◆ WHAT YOU WILL DO
Look through the entries for the string "COURT" and copy every line where it shows up.

◆ DATA FOR ANALYSIS
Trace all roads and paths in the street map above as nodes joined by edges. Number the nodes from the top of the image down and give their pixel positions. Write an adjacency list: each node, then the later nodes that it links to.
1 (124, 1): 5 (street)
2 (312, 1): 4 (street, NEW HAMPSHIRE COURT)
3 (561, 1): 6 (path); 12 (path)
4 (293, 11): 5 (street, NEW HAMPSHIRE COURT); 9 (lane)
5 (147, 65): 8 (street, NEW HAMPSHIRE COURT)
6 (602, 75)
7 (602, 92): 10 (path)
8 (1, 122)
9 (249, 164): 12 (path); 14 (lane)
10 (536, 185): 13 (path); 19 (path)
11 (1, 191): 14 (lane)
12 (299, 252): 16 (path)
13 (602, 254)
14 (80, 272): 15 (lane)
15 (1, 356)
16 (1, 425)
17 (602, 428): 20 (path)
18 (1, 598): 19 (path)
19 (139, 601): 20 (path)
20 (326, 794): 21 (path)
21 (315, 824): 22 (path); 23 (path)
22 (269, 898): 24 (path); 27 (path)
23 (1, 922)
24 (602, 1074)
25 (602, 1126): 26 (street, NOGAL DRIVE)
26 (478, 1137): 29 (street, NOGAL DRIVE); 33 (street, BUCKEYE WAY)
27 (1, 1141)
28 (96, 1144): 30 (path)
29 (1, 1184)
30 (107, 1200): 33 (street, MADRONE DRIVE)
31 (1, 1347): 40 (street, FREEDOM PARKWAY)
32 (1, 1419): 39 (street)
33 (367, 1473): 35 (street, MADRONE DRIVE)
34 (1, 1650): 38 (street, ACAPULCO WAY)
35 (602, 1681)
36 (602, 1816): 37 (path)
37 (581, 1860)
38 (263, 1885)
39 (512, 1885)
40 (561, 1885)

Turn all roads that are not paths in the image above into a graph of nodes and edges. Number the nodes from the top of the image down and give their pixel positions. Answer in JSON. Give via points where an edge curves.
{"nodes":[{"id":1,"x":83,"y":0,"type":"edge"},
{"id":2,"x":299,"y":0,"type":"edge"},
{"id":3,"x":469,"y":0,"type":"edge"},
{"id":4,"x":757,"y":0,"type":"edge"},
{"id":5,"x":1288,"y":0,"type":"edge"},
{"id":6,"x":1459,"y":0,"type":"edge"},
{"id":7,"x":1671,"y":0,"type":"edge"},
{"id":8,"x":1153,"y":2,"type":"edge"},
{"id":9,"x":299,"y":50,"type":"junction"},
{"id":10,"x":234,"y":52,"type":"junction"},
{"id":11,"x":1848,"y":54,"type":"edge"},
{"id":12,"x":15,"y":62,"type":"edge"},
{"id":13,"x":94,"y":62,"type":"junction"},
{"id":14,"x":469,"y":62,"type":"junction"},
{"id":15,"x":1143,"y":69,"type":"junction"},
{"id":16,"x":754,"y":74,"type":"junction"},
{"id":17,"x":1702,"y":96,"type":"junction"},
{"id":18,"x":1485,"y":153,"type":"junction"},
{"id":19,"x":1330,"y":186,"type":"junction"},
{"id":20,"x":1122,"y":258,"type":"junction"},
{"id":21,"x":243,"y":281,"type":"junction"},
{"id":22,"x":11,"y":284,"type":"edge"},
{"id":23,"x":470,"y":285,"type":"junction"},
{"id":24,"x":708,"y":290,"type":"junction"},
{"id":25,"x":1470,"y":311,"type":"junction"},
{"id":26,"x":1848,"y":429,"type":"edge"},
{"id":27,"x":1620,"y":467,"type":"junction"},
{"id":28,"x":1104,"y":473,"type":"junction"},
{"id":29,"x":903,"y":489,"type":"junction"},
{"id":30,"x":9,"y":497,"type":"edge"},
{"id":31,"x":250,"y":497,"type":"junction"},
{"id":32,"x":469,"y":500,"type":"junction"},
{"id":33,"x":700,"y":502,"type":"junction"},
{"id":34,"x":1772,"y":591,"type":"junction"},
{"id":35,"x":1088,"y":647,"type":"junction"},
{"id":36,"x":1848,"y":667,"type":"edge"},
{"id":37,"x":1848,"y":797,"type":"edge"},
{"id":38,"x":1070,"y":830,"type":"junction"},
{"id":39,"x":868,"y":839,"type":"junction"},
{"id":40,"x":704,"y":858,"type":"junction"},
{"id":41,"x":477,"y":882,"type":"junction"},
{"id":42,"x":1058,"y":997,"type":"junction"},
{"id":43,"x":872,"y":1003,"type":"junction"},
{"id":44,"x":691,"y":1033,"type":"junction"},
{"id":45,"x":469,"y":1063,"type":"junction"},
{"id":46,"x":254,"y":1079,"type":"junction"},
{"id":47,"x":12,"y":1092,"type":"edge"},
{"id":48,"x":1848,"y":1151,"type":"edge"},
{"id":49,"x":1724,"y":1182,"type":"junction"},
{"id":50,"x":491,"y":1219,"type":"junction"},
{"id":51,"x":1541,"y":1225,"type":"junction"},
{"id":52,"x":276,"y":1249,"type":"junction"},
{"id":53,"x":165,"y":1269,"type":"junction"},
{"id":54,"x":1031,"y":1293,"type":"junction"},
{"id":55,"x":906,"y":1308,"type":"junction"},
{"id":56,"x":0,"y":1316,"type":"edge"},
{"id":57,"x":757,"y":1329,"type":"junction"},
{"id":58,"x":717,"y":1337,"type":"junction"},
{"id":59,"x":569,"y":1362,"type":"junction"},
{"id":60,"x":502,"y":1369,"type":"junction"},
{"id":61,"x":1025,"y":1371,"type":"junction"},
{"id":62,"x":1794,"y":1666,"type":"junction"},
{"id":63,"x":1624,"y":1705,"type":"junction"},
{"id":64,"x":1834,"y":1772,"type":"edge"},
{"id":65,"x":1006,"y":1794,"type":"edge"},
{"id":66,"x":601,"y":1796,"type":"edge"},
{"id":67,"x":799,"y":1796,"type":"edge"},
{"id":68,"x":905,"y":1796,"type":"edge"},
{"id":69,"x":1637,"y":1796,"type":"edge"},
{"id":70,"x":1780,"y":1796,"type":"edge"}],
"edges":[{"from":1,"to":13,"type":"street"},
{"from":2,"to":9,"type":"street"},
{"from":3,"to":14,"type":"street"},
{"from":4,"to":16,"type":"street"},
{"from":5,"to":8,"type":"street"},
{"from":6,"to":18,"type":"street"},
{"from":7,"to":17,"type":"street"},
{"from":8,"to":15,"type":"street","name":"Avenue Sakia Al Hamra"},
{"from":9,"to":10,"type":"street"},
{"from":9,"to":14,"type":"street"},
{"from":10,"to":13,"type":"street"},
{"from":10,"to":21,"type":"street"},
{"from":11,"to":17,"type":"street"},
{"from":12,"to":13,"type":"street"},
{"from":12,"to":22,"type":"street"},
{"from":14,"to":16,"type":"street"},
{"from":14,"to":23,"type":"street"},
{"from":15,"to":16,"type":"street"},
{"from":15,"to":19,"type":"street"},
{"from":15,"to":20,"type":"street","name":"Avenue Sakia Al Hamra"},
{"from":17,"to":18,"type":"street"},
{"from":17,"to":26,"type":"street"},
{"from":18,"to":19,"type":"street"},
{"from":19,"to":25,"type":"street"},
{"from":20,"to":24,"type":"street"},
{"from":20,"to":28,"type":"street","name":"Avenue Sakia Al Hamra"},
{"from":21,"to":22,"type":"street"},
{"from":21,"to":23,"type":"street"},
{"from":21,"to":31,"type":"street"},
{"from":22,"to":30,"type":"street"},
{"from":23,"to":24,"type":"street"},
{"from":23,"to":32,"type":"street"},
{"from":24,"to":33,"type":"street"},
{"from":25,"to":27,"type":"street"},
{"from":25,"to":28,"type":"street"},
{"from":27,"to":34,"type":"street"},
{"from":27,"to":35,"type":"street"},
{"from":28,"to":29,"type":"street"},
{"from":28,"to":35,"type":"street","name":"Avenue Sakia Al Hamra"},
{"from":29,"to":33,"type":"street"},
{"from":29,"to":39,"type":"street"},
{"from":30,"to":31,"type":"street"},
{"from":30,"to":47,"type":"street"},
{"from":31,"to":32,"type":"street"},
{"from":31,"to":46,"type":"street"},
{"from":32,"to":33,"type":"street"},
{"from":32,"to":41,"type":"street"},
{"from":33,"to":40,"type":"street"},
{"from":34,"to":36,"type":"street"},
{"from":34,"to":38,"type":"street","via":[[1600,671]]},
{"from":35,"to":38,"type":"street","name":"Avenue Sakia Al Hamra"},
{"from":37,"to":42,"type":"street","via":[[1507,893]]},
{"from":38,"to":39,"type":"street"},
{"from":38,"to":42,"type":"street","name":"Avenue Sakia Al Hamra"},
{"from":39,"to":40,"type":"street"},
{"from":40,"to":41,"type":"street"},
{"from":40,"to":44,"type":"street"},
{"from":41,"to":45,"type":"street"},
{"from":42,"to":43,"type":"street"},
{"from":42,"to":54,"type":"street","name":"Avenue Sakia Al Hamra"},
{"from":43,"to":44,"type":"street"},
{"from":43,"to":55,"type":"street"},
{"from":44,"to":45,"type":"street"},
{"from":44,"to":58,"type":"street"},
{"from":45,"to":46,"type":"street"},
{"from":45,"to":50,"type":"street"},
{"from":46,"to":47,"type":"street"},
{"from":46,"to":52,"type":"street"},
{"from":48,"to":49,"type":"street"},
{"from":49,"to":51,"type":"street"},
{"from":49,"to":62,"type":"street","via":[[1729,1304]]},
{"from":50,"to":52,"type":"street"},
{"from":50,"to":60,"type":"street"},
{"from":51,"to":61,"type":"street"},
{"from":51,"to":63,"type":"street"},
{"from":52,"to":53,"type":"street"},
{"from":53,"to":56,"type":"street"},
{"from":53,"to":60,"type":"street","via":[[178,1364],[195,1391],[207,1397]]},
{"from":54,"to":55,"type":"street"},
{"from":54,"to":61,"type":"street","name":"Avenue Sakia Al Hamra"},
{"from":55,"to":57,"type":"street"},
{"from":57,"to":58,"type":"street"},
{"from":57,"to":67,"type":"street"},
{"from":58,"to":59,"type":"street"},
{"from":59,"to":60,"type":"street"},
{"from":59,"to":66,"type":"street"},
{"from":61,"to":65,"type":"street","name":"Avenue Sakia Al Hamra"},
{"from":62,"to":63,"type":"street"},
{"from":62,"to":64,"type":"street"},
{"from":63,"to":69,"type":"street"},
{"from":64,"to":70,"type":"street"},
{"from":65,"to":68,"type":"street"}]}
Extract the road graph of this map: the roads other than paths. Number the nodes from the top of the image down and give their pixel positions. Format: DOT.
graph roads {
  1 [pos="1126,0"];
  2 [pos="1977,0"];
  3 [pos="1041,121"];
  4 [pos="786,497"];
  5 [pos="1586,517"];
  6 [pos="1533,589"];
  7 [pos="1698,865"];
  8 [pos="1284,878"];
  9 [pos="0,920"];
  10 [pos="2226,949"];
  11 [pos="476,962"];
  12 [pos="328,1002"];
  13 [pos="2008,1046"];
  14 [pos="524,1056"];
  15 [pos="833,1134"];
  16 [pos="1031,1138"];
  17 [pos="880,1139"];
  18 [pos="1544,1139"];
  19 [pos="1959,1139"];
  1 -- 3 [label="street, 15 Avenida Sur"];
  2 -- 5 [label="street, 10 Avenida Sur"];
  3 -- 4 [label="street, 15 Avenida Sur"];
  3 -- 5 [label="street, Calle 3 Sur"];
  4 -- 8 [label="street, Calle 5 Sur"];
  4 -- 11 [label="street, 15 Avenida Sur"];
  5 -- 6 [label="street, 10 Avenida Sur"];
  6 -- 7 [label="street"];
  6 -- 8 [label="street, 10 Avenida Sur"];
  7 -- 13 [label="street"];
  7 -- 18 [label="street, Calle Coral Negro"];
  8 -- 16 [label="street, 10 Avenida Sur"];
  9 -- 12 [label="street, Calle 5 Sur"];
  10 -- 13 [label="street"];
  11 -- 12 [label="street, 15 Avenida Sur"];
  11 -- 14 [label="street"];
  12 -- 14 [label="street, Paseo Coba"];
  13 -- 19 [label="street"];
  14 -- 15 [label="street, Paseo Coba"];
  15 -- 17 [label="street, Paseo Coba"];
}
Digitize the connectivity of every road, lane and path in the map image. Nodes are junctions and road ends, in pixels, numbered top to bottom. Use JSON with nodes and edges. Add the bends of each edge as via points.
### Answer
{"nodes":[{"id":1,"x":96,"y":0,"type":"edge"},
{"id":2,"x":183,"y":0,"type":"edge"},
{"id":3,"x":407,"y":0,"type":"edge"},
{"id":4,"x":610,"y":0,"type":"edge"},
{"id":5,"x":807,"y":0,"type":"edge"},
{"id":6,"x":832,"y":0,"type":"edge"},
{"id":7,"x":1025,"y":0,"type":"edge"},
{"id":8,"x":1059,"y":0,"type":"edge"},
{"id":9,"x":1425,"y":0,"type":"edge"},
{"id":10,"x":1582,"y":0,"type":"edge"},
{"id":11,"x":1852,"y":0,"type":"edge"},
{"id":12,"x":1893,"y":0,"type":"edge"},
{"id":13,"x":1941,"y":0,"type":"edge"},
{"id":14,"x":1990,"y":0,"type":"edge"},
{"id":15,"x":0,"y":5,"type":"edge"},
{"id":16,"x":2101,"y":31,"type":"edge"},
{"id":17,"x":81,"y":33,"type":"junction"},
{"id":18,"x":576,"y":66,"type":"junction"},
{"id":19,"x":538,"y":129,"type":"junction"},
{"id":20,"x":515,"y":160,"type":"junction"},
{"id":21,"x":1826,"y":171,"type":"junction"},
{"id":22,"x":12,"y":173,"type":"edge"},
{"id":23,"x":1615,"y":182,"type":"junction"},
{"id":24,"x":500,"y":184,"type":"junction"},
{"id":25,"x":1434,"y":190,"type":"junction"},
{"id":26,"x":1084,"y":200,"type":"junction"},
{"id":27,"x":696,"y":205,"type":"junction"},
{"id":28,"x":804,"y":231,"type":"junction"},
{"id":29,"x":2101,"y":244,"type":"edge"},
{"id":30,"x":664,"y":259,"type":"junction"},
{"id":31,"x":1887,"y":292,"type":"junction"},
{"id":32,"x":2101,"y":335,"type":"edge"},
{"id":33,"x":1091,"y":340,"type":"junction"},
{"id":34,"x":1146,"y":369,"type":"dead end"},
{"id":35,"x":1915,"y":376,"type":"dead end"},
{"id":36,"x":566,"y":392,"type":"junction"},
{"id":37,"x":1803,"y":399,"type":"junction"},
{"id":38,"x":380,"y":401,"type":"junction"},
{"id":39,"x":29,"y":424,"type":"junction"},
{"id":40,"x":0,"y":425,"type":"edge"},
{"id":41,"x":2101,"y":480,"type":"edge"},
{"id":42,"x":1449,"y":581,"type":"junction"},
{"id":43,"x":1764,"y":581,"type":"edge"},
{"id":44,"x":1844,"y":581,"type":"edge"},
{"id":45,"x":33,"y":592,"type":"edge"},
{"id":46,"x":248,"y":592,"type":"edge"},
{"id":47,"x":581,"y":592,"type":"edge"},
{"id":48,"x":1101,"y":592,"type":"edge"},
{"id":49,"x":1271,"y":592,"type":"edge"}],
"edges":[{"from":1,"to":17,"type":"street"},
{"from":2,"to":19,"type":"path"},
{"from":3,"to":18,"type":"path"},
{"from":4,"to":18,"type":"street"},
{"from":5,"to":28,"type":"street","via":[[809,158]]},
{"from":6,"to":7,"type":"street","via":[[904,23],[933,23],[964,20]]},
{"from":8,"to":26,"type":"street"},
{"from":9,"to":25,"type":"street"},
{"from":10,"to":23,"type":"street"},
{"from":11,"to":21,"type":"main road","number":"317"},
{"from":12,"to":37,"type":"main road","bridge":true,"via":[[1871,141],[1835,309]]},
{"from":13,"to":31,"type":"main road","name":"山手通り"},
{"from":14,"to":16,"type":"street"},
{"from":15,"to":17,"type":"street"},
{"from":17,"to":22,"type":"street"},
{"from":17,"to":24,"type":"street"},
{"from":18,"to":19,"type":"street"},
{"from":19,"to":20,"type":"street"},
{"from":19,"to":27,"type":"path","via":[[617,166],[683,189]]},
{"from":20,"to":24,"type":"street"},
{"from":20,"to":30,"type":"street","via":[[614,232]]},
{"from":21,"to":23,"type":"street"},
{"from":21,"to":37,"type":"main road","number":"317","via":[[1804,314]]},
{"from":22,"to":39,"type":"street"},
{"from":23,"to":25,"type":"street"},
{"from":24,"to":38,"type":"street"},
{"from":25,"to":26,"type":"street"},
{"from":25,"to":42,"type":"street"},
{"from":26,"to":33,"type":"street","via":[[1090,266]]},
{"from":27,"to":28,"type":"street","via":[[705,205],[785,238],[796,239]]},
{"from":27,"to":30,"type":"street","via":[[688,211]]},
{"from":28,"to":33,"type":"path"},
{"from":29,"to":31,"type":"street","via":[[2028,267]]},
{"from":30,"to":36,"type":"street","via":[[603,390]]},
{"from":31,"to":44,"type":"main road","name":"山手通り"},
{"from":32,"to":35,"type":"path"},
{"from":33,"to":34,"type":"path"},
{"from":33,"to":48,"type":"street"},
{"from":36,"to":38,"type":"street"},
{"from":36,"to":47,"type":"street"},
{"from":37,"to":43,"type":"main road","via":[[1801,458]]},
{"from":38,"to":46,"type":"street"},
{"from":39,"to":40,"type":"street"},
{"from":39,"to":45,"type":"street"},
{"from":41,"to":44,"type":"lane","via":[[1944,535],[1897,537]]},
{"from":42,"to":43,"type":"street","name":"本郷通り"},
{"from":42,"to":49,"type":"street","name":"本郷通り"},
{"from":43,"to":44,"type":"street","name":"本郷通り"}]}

◆ WRITTEN RESPONSE
2 (312, 1): 4 (street, NEW HAMPSHIRE COURT)
4 (293, 11): 5 (street, NEW HAMPSHIRE COURT); 9 (lane)
5 (147, 65): 8 (street, NEW HAMPSHIRE COURT)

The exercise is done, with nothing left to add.